### Data in this exercise

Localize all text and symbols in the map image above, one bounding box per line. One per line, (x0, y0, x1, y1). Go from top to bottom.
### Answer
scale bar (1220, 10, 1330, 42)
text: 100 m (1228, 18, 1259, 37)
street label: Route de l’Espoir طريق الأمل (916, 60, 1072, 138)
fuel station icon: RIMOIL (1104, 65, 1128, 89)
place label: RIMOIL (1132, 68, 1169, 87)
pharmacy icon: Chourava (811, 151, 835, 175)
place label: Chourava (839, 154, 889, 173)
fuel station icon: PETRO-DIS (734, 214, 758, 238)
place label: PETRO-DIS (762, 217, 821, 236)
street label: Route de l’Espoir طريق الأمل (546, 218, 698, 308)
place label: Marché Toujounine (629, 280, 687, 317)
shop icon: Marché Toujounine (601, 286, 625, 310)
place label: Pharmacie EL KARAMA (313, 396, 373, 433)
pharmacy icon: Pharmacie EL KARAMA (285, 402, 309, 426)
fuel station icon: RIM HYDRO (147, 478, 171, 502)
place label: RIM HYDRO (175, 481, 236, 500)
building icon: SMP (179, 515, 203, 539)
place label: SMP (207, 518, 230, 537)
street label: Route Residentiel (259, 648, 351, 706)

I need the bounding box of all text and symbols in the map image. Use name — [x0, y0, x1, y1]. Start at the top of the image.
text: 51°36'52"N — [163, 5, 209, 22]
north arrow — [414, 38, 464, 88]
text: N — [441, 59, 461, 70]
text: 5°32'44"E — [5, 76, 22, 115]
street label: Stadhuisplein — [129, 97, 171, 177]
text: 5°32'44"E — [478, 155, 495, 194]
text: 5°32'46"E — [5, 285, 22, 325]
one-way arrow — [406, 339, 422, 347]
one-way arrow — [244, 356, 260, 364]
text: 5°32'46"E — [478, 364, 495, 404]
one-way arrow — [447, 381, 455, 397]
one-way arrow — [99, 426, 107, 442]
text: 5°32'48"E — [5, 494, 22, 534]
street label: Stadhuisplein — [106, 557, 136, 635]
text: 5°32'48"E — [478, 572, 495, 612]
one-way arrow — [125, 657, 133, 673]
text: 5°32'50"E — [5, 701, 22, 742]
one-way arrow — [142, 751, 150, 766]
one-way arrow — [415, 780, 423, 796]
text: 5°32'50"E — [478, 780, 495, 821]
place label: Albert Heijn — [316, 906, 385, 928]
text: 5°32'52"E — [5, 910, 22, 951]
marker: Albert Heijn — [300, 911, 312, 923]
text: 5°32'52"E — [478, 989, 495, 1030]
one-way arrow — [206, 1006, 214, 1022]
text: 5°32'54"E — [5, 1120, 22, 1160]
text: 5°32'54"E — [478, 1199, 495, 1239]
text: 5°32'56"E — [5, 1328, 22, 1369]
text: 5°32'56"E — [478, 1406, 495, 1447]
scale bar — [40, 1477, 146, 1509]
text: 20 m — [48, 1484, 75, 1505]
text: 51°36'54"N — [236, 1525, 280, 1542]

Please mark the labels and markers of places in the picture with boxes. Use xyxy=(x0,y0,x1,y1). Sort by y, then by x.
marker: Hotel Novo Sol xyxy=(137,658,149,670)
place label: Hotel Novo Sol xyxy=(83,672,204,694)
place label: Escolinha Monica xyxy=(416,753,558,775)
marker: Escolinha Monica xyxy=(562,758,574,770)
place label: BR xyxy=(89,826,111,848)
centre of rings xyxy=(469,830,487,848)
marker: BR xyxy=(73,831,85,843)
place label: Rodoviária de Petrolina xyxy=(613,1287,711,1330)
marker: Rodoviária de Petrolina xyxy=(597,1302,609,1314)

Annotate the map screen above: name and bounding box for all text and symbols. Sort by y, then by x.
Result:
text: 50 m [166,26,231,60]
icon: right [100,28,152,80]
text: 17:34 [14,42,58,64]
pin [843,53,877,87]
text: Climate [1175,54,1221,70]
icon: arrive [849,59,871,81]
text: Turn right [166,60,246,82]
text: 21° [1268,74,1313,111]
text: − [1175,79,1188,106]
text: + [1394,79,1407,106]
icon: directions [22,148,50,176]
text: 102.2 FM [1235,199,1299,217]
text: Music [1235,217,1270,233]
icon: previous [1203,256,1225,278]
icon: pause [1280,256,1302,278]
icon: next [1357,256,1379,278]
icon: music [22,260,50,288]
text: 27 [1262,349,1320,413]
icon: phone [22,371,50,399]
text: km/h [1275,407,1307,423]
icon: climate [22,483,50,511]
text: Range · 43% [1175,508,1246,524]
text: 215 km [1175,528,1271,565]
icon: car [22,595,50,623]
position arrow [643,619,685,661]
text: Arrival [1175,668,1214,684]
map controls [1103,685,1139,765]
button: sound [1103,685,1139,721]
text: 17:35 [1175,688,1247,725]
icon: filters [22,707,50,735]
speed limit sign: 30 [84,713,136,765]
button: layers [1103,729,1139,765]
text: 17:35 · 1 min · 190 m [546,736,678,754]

### Exercise instructions
Your reply should be only the count of lines in the entries above that contain the word "station".

### Solved problem
3